### [What you are asked to do]
An exact copy of the records is required, minus the pictures they hold.

[Stored records]
##########

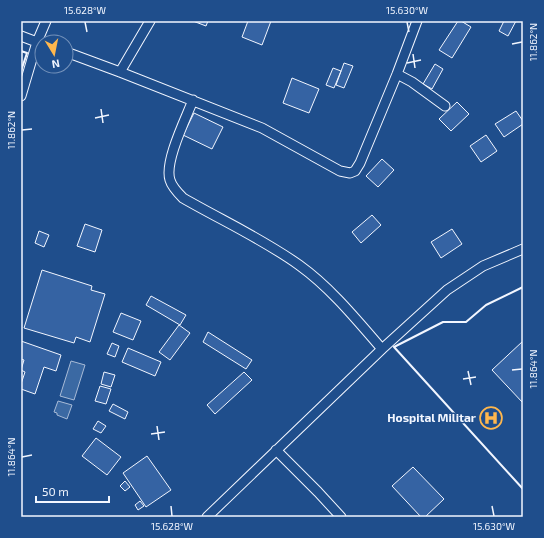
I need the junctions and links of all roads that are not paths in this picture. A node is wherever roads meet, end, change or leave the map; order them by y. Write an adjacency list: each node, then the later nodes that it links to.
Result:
1 (46, 21): 4 (street)
2 (150, 21): 9 (street)
3 (417, 21): 10 (street)
4 (42, 34)
5 (21, 36): 6 (street)
6 (34, 41)
7 (74, 55): 9 (street)
8 (34, 60): 11 (street)
9 (120, 72): 12 (street)
10 (397, 74): 12 (street); 13 (street)
11 (21, 96)
12 (193, 100): 15 (street)
13 (445, 106)
14 (523, 249): 15 (street)
15 (382, 349): 16 (street)
16 (276, 450): 17 (street); 18 (street)
17 (207, 517)
18 (341, 517)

##########

### [Task solution]
I need the junctions and links of all roads that are not paths in this picture. A node is wherever roads meet, end, change or leave the map; order them by y. Write an adjacency list: each node, then the later nodes that it links to.
Result:
1 (46, 21): 4 (street)
2 (150, 21): 9 (street)
3 (417, 21): 10 (street)
4 (42, 34)
5 (21, 36): 6 (street)
6 (34, 41)
7 (74, 55): 9 (street)
8 (34, 60): 11 (street)
9 (120, 72): 12 (street)
10 (397, 74): 12 (street); 13 (street)
11 (21, 96)
12 (193, 100): 15 (street)
13 (445, 106)
14 (523, 249): 15 (street)
15 (382, 349): 16 (street)
16 (276, 450): 17 (street); 18 (street)
17 (207, 517)
18 (341, 517)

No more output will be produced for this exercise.